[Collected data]
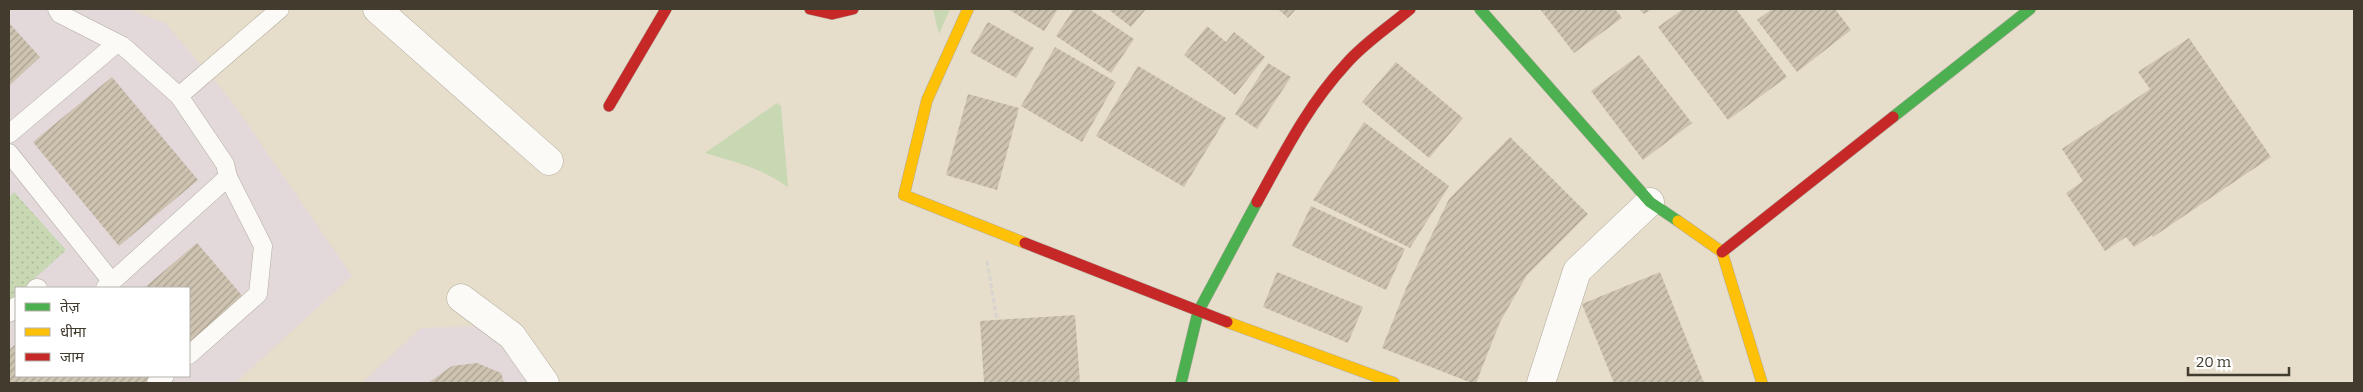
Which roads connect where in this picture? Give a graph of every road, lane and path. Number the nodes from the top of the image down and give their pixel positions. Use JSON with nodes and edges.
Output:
{"nodes":[{"id":1,"x":57,"y":9,"type":"edge"},
{"id":2,"x":280,"y":9,"type":"edge"},
{"id":3,"x":377,"y":9,"type":"edge"},
{"id":4,"x":666,"y":9,"type":"edge"},
{"id":5,"x":810,"y":9,"type":"edge"},
{"id":6,"x":853,"y":9,"type":"edge"},
{"id":7,"x":968,"y":9,"type":"edge"},
{"id":8,"x":1410,"y":9,"type":"edge"},
{"id":9,"x":1480,"y":9,"type":"edge"},
{"id":10,"x":2030,"y":9,"type":"edge"},
{"id":11,"x":116,"y":43,"type":"junction"},
{"id":12,"x":180,"y":96,"type":"junction"},
{"id":13,"x":609,"y":106,"type":"dead end"},
{"id":14,"x":9,"y":134,"type":"edge"},
{"id":15,"x":9,"y":153,"type":"edge"},
{"id":16,"x":549,"y":161,"type":"dead end"},
{"id":17,"x":228,"y":177,"type":"junction"},
{"id":18,"x":1650,"y":202,"type":"junction"},
{"id":19,"x":1722,"y":252,"type":"junction"},
{"id":20,"x":987,"y":258,"type":"dead end"},
{"id":21,"x":109,"y":285,"type":"edge"},
{"id":22,"x":461,"y":298,"type":"dead end"},
{"id":23,"x":1198,"y":312,"type":"junction"},
{"id":24,"x":997,"y":320,"type":"dead end"},
{"id":25,"x":190,"y":354,"type":"edge"},
{"id":26,"x":544,"y":383,"type":"edge"},
{"id":27,"x":1181,"y":383,"type":"edge"},
{"id":28,"x":1394,"y":383,"type":"edge"},
{"id":29,"x":1540,"y":383,"type":"edge"},
{"id":30,"x":1762,"y":383,"type":"edge"}],
"edges":[{"from":1,"to":11,"type":"lane"},
{"from":2,"to":12,"type":"lane"},
{"from":3,"to":16,"type":"street"},
{"from":4,"to":13,"type":"street"},
{"from":5,"to":6,"type":"street"},
{"from":7,"to":23,"type":"street"},
{"from":8,"to":23,"type":"street"},
{"from":9,"to":18,"type":"street"},
{"from":10,"to":19,"type":"street"},
{"from":11,"to":12,"type":"lane"},
{"from":11,"to":14,"type":"lane"},
{"from":12,"to":17,"type":"lane"},
{"from":15,"to":21,"type":"lane"},
{"from":17,"to":21,"type":"lane"},
{"from":17,"to":25,"type":"lane"},
{"from":18,"to":19,"type":"street"},
{"from":18,"to":29,"type":"street"},
{"from":19,"to":30,"type":"street"},
{"from":20,"to":24,"type":"path"},
{"from":22,"to":26,"type":"street"},
{"from":23,"to":27,"type":"street"},
{"from":23,"to":28,"type":"street"}]}
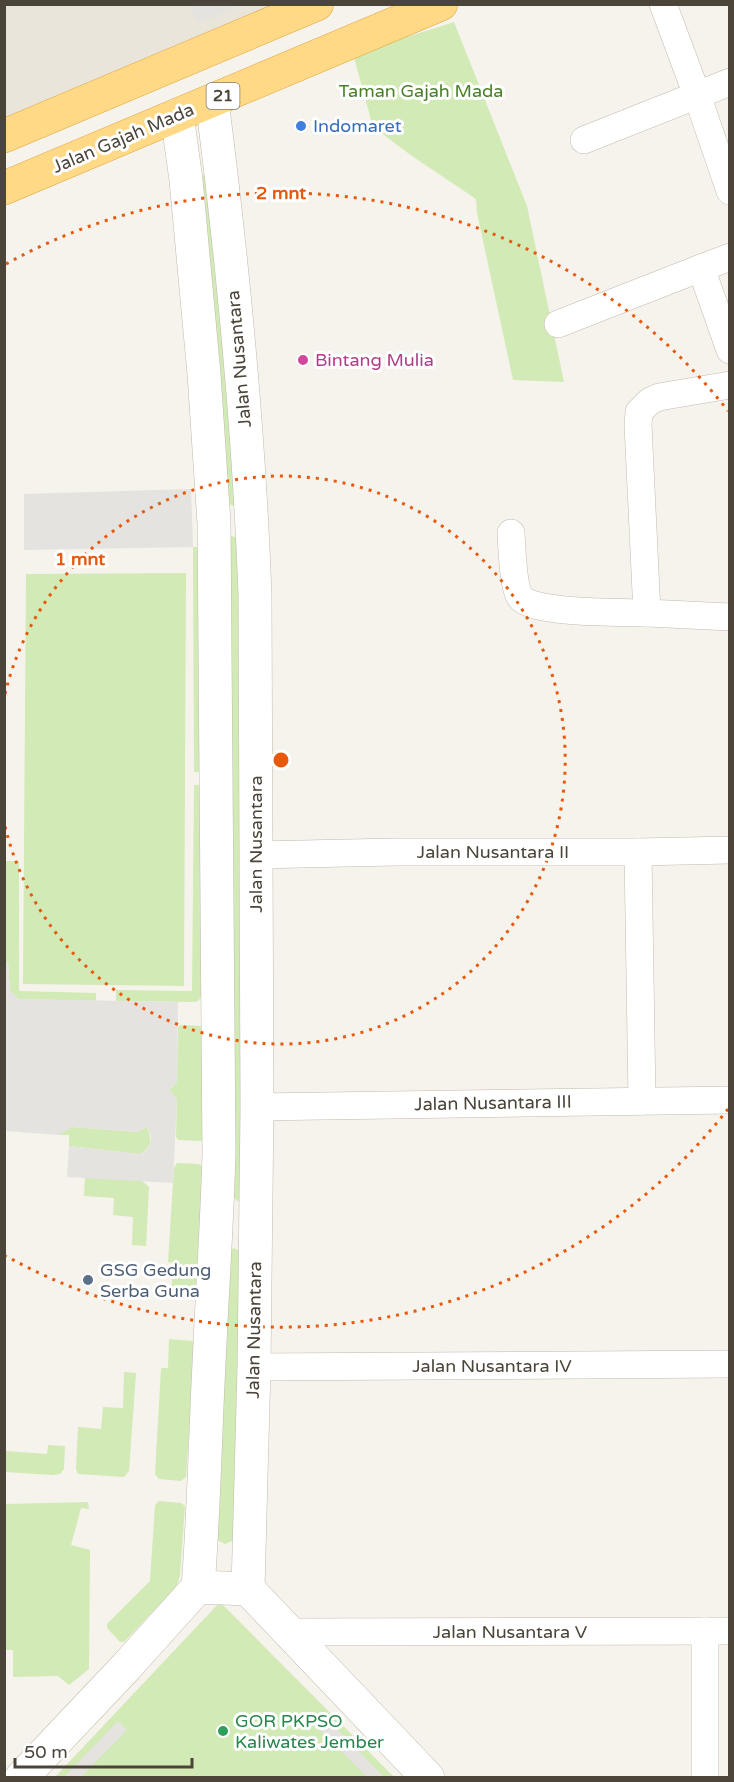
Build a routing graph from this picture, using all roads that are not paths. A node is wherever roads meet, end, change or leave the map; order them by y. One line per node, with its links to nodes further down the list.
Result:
1 (317, 4): 8 (highway)
2 (441, 4): 6 (highway, Jalan Gajah Mada / 21)
3 (663, 4): 5 (street)
4 (729, 82): 5 (street)
5 (697, 95): 9 (street); 11 (street)
6 (212, 101): 7 (highway, Jalan Gajah Mada / 21); 22 (street, Jalan Nusantara)
7 (177, 115): 10 (highway, Jalan Gajah Mada / 21); 26 (street, Jalan Nusantara)
8 (4, 136)
9 (584, 140)
10 (4, 188)
11 (729, 191)
12 (729, 257): 13 (street)
13 (701, 268): 14 (street); 15 (street)
14 (558, 324)
15 (729, 350)
16 (729, 385): 18 (street)
17 (511, 533): 18 (street)
18 (647, 613): 19 (street)
19 (729, 617)
20 (729, 850): 21 (street, Jalan Nusantara II)
21 (638, 852): 22 (street, Jalan Nusantara II); 24 (street)
22 (256, 855): 25 (street, Jalan Nusantara)
23 (729, 1100): 24 (street, Jalan Nusantara III)
24 (642, 1101): 25 (street, Jalan Nusantara III)
25 (257, 1107): 27 (street, Jalan Nusantara)
26 (217, 1219): 27 (street); 30 (street, Jalan Nusantara)
27 (256, 1220): 29 (street, Jalan Nusantara)
28 (729, 1364): 29 (street, Jalan Nusantara IV)
29 (254, 1368): 31 (street, Jalan Nusantara)
30 (198, 1587): 31 (street); 34 (street)
31 (248, 1589): 33 (street)
32 (717, 1631): 33 (street, Jalan Nusantara V); 36 (street)
33 (290, 1632): 35 (street)
34 (21, 1778)
35 (428, 1778)
36 (705, 1778)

__What needs to be done__
Could the lines above be copied out exactly, with no image carried over?

__Result for this exercise__
Which roads connect where in this picture? Give a graph of every road, lane and path. Number the nodes from the top of the image down and give their pixel positions. Use JSON with nodes and edges.
Output:
{"nodes":[{"id":1,"x":57,"y":9,"type":"edge"},
{"id":2,"x":280,"y":9,"type":"edge"},
{"id":3,"x":377,"y":9,"type":"edge"},
{"id":4,"x":666,"y":9,"type":"edge"},
{"id":5,"x":810,"y":9,"type":"edge"},
{"id":6,"x":853,"y":9,"type":"edge"},
{"id":7,"x":968,"y":9,"type":"edge"},
{"id":8,"x":1410,"y":9,"type":"edge"},
{"id":9,"x":1480,"y":9,"type":"edge"},
{"id":10,"x":2030,"y":9,"type":"edge"},
{"id":11,"x":116,"y":43,"type":"junction"},
{"id":12,"x":180,"y":96,"type":"junction"},
{"id":13,"x":609,"y":106,"type":"dead end"},
{"id":14,"x":9,"y":134,"type":"edge"},
{"id":15,"x":9,"y":153,"type":"edge"},
{"id":16,"x":549,"y":161,"type":"dead end"},
{"id":17,"x":228,"y":177,"type":"junction"},
{"id":18,"x":1650,"y":202,"type":"junction"},
{"id":19,"x":1722,"y":252,"type":"junction"},
{"id":20,"x":987,"y":258,"type":"dead end"},
{"id":21,"x":109,"y":285,"type":"edge"},
{"id":22,"x":461,"y":298,"type":"dead end"},
{"id":23,"x":1198,"y":312,"type":"junction"},
{"id":24,"x":997,"y":320,"type":"dead end"},
{"id":25,"x":190,"y":354,"type":"edge"},
{"id":26,"x":544,"y":383,"type":"edge"},
{"id":27,"x":1181,"y":383,"type":"edge"},
{"id":28,"x":1394,"y":383,"type":"edge"},
{"id":29,"x":1540,"y":383,"type":"edge"},
{"id":30,"x":1762,"y":383,"type":"edge"}],
"edges":[{"from":1,"to":11,"type":"lane"},
{"from":2,"to":12,"type":"lane"},
{"from":3,"to":16,"type":"street"},
{"from":4,"to":13,"type":"street"},
{"from":5,"to":6,"type":"street"},
{"from":7,"to":23,"type":"street"},
{"from":8,"to":23,"type":"street"},
{"from":9,"to":18,"type":"street"},
{"from":10,"to":19,"type":"street"},
{"from":11,"to":12,"type":"lane"},
{"from":11,"to":14,"type":"lane"},
{"from":12,"to":17,"type":"lane"},
{"from":15,"to":21,"type":"lane"},
{"from":17,"to":21,"type":"lane"},
{"from":17,"to":25,"type":"lane"},
{"from":18,"to":19,"type":"street"},
{"from":18,"to":29,"type":"street"},
{"from":19,"to":30,"type":"street"},
{"from":20,"to":24,"type":"path"},
{"from":22,"to":26,"type":"street"},
{"from":23,"to":27,"type":"street"},
{"from":23,"to":28,"type":"street"}]}
Build a routing graph from this picture, using all roads that are not paths. A node is wherever roads meet, end, change or leave the map; order them by y. One line per node, with its links to nodes further down the list.
Result:
1 (317, 4): 8 (highway)
2 (441, 4): 6 (highway, Jalan Gajah Mada / 21)
3 (663, 4): 5 (street)
4 (729, 82): 5 (street)
5 (697, 95): 9 (street); 11 (street)
6 (212, 101): 7 (highway, Jalan Gajah Mada / 21); 22 (street, Jalan Nusantara)
7 (177, 115): 10 (highway, Jalan Gajah Mada / 21); 26 (street, Jalan Nusantara)
8 (4, 136)
9 (584, 140)
10 (4, 188)
11 (729, 191)
12 (729, 257): 13 (street)
13 (701, 268): 14 (street); 15 (street)
14 (558, 324)
15 (729, 350)
16 (729, 385): 18 (street)
17 (511, 533): 18 (street)
18 (647, 613): 19 (street)
19 (729, 617)
20 (729, 850): 21 (street, Jalan Nusantara II)
21 (638, 852): 22 (street, Jalan Nusantara II); 24 (street)
22 (256, 855): 25 (street, Jalan Nusantara)
23 (729, 1100): 24 (street, Jalan Nusantara III)
24 (642, 1101): 25 (street, Jalan Nusantara III)
25 (257, 1107): 27 (street, Jalan Nusantara)
26 (217, 1219): 27 (street); 30 (street, Jalan Nusantara)
27 (256, 1220): 29 (street, Jalan Nusantara)
28 (729, 1364): 29 (street, Jalan Nusantara IV)
29 (254, 1368): 31 (street, Jalan Nusantara)
30 (198, 1587): 31 (street); 34 (street)
31 (248, 1589): 33 (street)
32 (717, 1631): 33 (street, Jalan Nusantara V); 36 (street)
33 (290, 1632): 35 (street)
34 (21, 1778)
35 (428, 1778)
36 (705, 1778)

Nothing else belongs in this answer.